Centralized Version Control Systems
The next major issue that people encounter is that they need to collaborate with developers on other systems. To deal with this problem, Centralized Version Control Systems (CVCSs) were developed. These systems (such as CVS, Subversion, and Perforce) have a single server that contains all the versioned files, and a number of clients that check out files from that central place. For many years, this has been the standard for version control.
This setup offers many advantages, especially over local VCSs. For example, everyone knows to a certain degree what everyone else on the project is doing. Administrators have fine-grained control over who can do what, and it’s far easier to administer a CVCS than it is to deal with local databases on every client.
However, this setup also has some serious downsides.
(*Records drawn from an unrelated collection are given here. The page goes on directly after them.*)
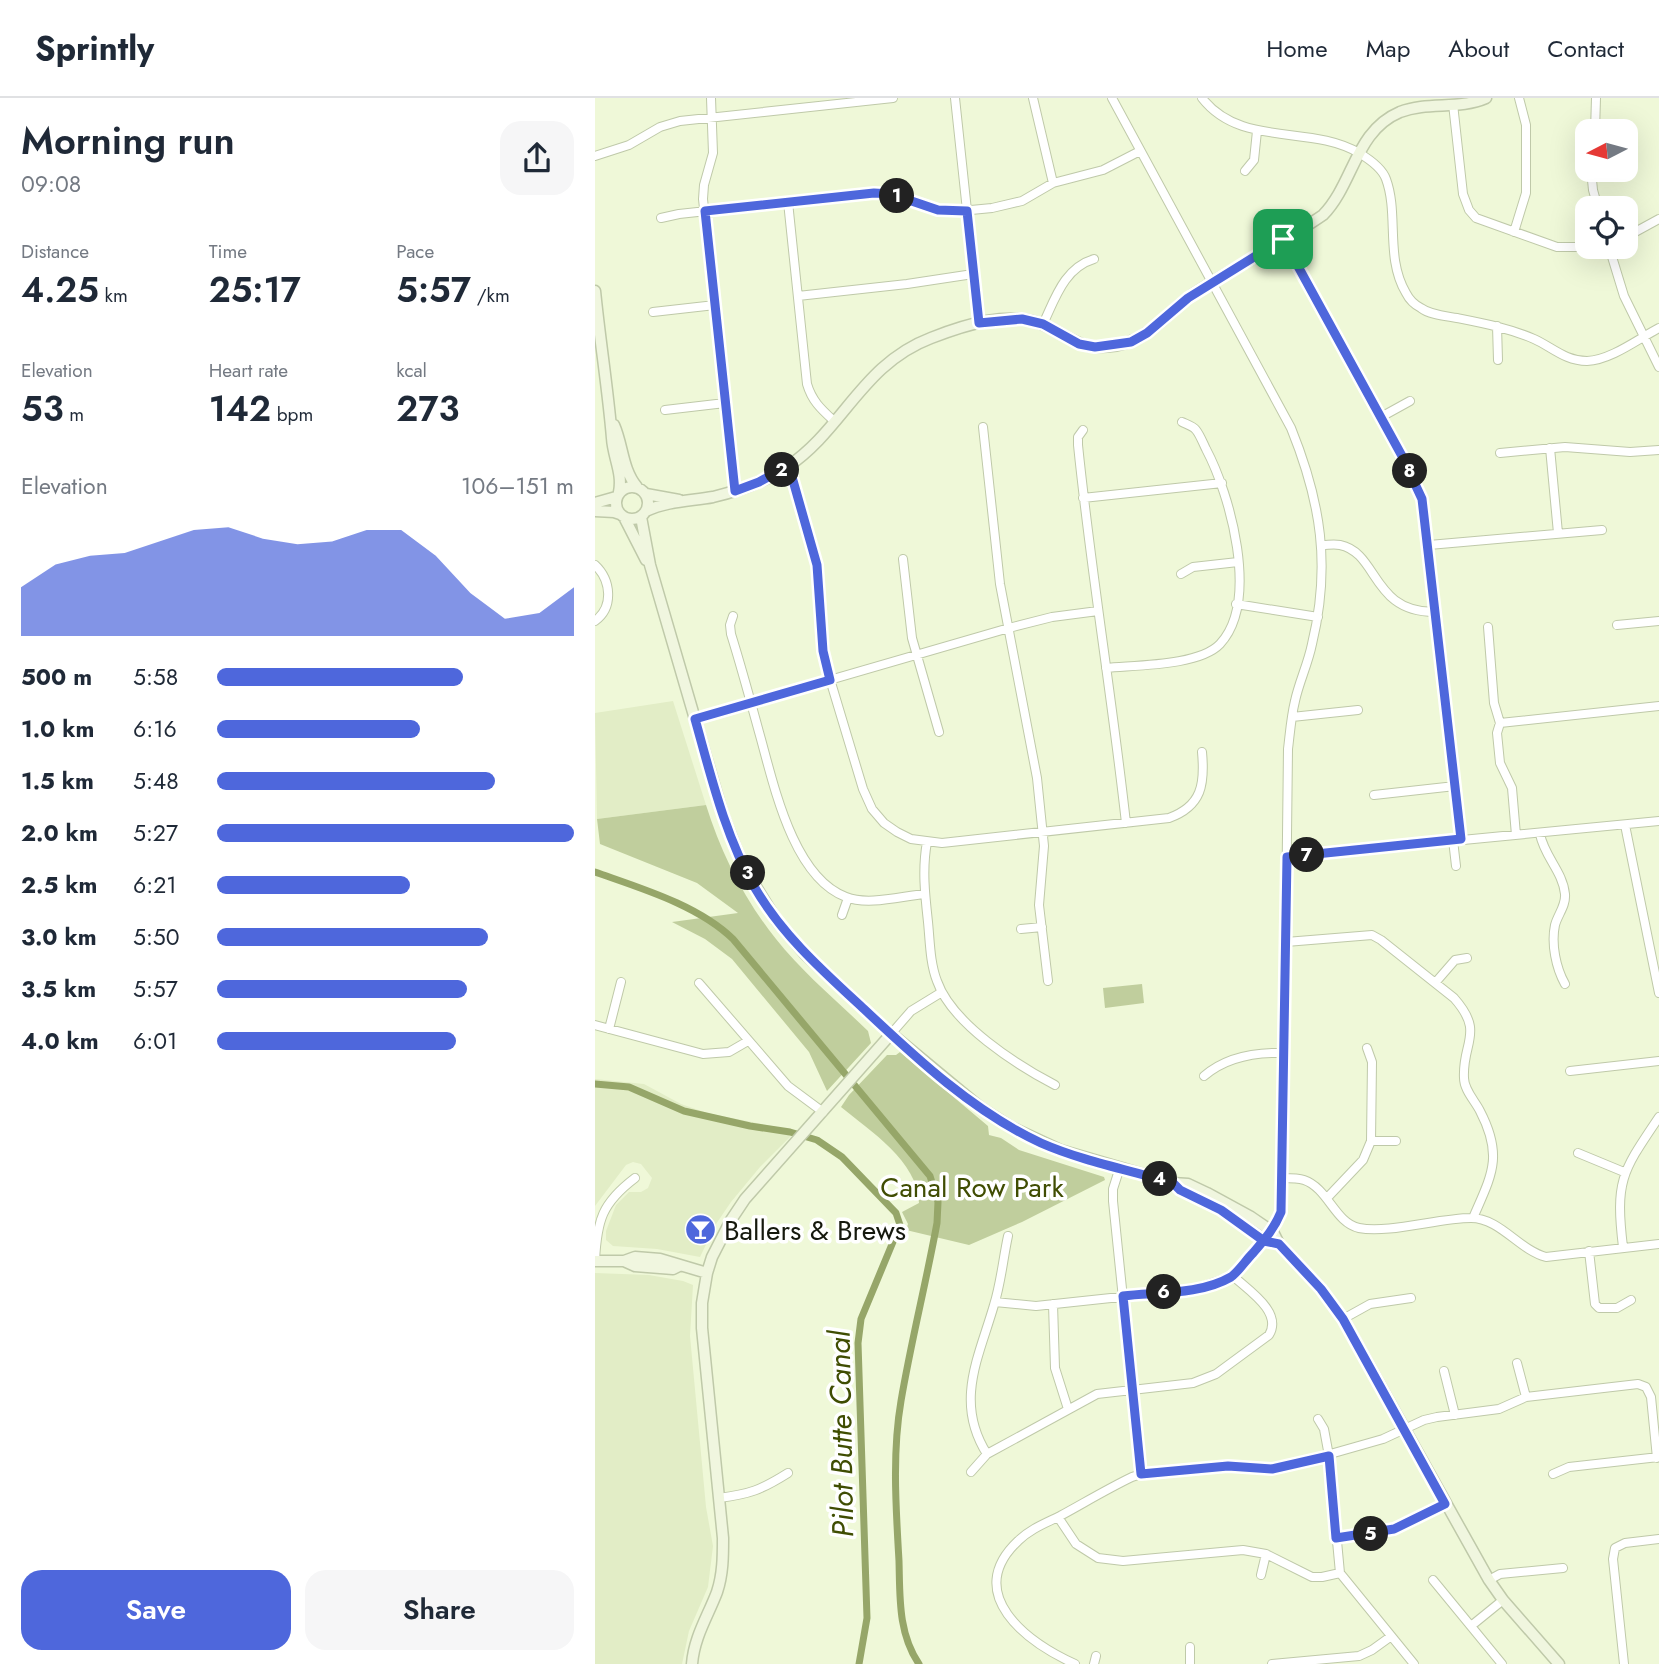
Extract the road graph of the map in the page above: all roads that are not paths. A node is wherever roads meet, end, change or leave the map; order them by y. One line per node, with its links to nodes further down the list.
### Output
1 (711, 98): 11 (street)
2 (893, 98): 11 (street)
3 (955, 98): 21 (street)
4 (1033, 98): 18 (street)
5 (1112, 98): 14 (street)
6 (1202, 98): 13 (street)
7 (1486, 98): 10 (main road)
8 (1519, 98): 25 (street)
9 (1596, 98): 12 (street)
10 (1458, 101): 15 (main road); 25 (street)
11 (713, 117): 16 (street); 20 (street)
12 (1595, 119)
13 (1257, 131): 15 (street); 17 (street)
14 (1140, 151): 18 (street); 31 (street)
15 (1358, 152): 26 (main road); 38 (street)
16 (595, 156)
17 (1245, 171)
18 (1053, 183): 21 (street)
19 (788, 202): 20 (street); 21 (street); 33 (street)
20 (705, 211): 22 (street); 34 (street)
21 (967, 211): 30 (street)
22 (661, 218)
23 (1659, 219): 24 (street)
24 (1638, 230)
25 (1514, 232): 27 (street)
26 (1283, 239): 31 (main road); 46 (street)
27 (1575, 247)
28 (1094, 259): 37 (street)
29 (1613, 259): 40 (street)
30 (973, 274): 33 (street); 36 (street)
31 (1211, 283): 37 (main road); 68 (street)
32 (595, 291): 49 (main road)
33 (798, 296): 47 (street)
34 (715, 305): 35 (street); 44 (street)
35 (653, 312)
36 (979, 323): 37 (main road); 47 (main road)
37 (1043, 324)
38 (1497, 326): 40 (street); 41 (street)
39 (1659, 328): 40 (street)
40 (1643, 336): 42 (street)
41 (1498, 360)
42 (1659, 367)
43 (1410, 401): 46 (street)
44 (725, 403): 45 (street); 58 (street)
45 (664, 410)
46 (1381, 417): 69 (street)
47 (834, 421): 55 (main road)
48 (1182, 422): 56 (street)
49 (613, 423): 57 (main road); 59 (main road)
50 (983, 427): 84 (street)
51 (1083, 430): 60 (street)
52 (1550, 448): 53 (street); 54 (street); 67 (street)
53 (1659, 450)
54 (1500, 453)
55 (786, 467): 58 (main road); 87 (street)
56 (1222, 483): 60 (street); 71 (street)
57 (641, 490): 59 (main road); 61 (main road); 64 (main road)
58 (735, 491): 61 (main road)
59 (618, 495): 62 (main road); 65 (main road)
60 (1083, 498): 76 (street)
61 (682, 500): 64 (main road)
62 (595, 503)
63 (595, 512): 65 (main road)
64 (644, 514): 65 (main road); 73 (main road)
65 (622, 516): 73 (main road)
66 (1602, 530): 67 (street)
67 (1558, 533): 69 (street)
68 (1323, 545): 77 (street); 79 (street)
69 (1429, 545): 77 (street)
70 (903, 559): 85 (street)
71 (1238, 562): 74 (street); 75 (street)
72 (595, 565): 80 (street)
73 (650, 565): 92 (main road)
74 (1181, 574)
75 (1236, 604): 79 (street); 86 (street)
76 (1098, 611): 84 (street); 86 (street)
77 (1436, 612): 96 (street)
78 (733, 616): 88 (street)
79 (1318, 617): 91 (street)
80 (595, 621)
81 (1659, 621): 82 (street)
82 (1617, 625)
83 (1488, 627): 93 (street)
84 (1009, 628): 85 (street); 101 (street)
85 (917, 656): 87 (street); 94 (street)
86 (1106, 668): 99 (street)
87 (830, 680): 88 (street); 105 (street)
88 (751, 703): 92 (street); 109 (street)
89 (1659, 706): 93 (street)
90 (1358, 710): 91 (street)
91 (1292, 717): 106 (street)
92 (695, 719): 124 (main road)
93 (1500, 723): 103 (street)
94 (939, 732)
95 (1202, 752): 99 (street)
96 (1455, 786): 97 (street); 104 (street)
97 (1374, 795)
98 (1659, 821): 100 (street)
99 (1125, 823): 101 (street)
100 (1625, 825): 102 (street); 121 (street)
101 (1043, 833): 105 (street); 111 (street)
102 (1540, 834): 103 (street); 119 (street)
103 (1516, 835): 104 (street)
104 (1457, 839): 106 (street); 107 (street)
105 (927, 842): 108 (street)
106 (1287, 857): 113 (street)
107 (1456, 866)
108 (925, 894): 109 (street); 120 (street)
109 (848, 898): 110 (street)
110 (842, 915)
111 (1042, 927): 112 (street); 115 (street)
112 (1021, 929)
113 (1286, 942): 117 (street); 127 (street)
114 (1467, 958): 117 (street)
115 (1048, 981)
116 (621, 982): 123 (street)
117 (1435, 982): 143 (street)
118 (699, 983): 125 (street)
119 (1565, 984)
120 (942, 992): 124 (street); 131 (street)
121 (1659, 993)
122 (595, 1025): 123 (street)
123 (609, 1029): 125 (street)
124 (891, 1034): 132 (main road); 137 (main road)
125 (748, 1041): 132 (street)
126 (1367, 1048): 134 (street)
127 (1284, 1052): 130 (street); 140 (street)
128 (1659, 1061): 129 (street)
129 (1570, 1071)
130 (1204, 1076)
131 (1055, 1085)
132 (819, 1116): 152 (main road)
133 (1659, 1117): 138 (street)
134 (1371, 1141): 135 (street); 142 (street)
135 (1396, 1141)
136 (1578, 1153): 138 (street)
137 (1120, 1167): 141 (main road); 154 (street)
138 (1624, 1172): 149 (street)
139 (635, 1178): 151 (street)
140 (1283, 1178): 142 (street); 144 (street)
141 (1176, 1186): 144 (main road); 146 (main road)
142 (1327, 1198): 143 (street)
143 (1473, 1218): 150 (street)
144 (1273, 1231): 146 (main road); 147 (main road)
145 (1007, 1236): 157 (street)
146 (1264, 1241): 147 (main road); 153 (street)
147 (1279, 1244): 159 (main road)
148 (1659, 1244): 149 (street)
149 (1623, 1247): 150 (street)
150 (1589, 1251): 156 (street)
151 (595, 1261): 152 (main road)
152 (707, 1273): 175 (main road)
153 (1233, 1276): 154 (street); 162 (street)
154 (1123, 1296): 158 (street); 162 (street)
155 (1411, 1298): 159 (street)
156 (1631, 1300)
157 (995, 1302): 158 (street); 168 (street)
158 (1053, 1304): 164 (street)
159 (1343, 1319): 167 (main road)
160 (1517, 1363): 163 (street)
161 (1444, 1371): 165 (street)
162 (1133, 1389): 164 (street); 173 (street)
163 (1526, 1397): 165 (street); 170 (street)
164 (1068, 1409): 168 (street)
165 (1455, 1415): 167 (street)
166 (1318, 1419): 169 (street)
167 (1404, 1429): 169 (street); 176 (main road)
168 (987, 1454): 171 (street)
169 (1329, 1456): 173 (street); 178 (street)
170 (1658, 1457): 174 (street)
171 (971, 1472)
172 (787, 1473): 175 (street)
173 (1141, 1474): 177 (street)
174 (1553, 1474)
175 (719, 1498): 190 (main road)
176 (1445, 1504): 178 (street); 185 (main road)
177 (1059, 1517): 180 (street); 191 (street)
178 (1336, 1538): 182 (street)
179 (1659, 1539): 197 (street)
180 (1266, 1554): 182 (street); 183 (street)
181 (1563, 1568): 185 (street)
182 (1340, 1573): 188 (street)
183 (1261, 1575)
184 (1433, 1580): 187 (street)
185 (1489, 1580): 186 (main road)
186 (1503, 1600): 187 (street); 196 (main road)
187 (1471, 1626): 195 (street)
188 (1390, 1637): 193 (street); 194 (street)
189 (1190, 1647): 192 (street)
190 (692, 1664)
191 (1075, 1664)
192 (1190, 1664)
193 (1272, 1664)
194 (1414, 1664)
195 (1502, 1664)
196 (1559, 1664)
197 (1624, 1664)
The most obvious is the single point of failure that the centralized server represents. If that server goes down for an hour, then during that hour nobody can collaborate at all or save versioned changes to anything they’re working on. If the hard disk the central database is on becomes corrupted, and proper backups haven’t been kept, you lose absolutely everything — the entire history of the project except whatever single snapshots people happen to have on their local machines. Local VCS systems suffer from this same problem — whenever you have the entire history of the project in a single place, you risk losing everything.
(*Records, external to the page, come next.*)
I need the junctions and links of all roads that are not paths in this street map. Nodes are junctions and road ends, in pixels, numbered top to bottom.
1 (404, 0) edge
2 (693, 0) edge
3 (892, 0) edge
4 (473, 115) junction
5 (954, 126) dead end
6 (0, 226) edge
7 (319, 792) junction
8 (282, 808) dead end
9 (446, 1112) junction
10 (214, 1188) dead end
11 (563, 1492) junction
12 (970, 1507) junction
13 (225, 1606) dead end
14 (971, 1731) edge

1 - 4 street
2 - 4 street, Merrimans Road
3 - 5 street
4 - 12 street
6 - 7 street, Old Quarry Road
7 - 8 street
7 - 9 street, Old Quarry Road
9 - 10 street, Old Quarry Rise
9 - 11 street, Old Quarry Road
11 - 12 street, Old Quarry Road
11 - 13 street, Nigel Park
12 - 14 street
Distributed Version Control Systems
This is where Distributed Version Control Systems (DVCSs) step in. In a DVCS (such as Git, Mercurial, Bazaar or Darcs), clients don’t just check out the latest snapshot of the files; rather, they fully mirror the repository, including its full history. Thus, if any server dies, and these systems were collaborating via that server, any of the client repositories can be copied back up to the server to restore it. Every clone is really a full backup of all the data.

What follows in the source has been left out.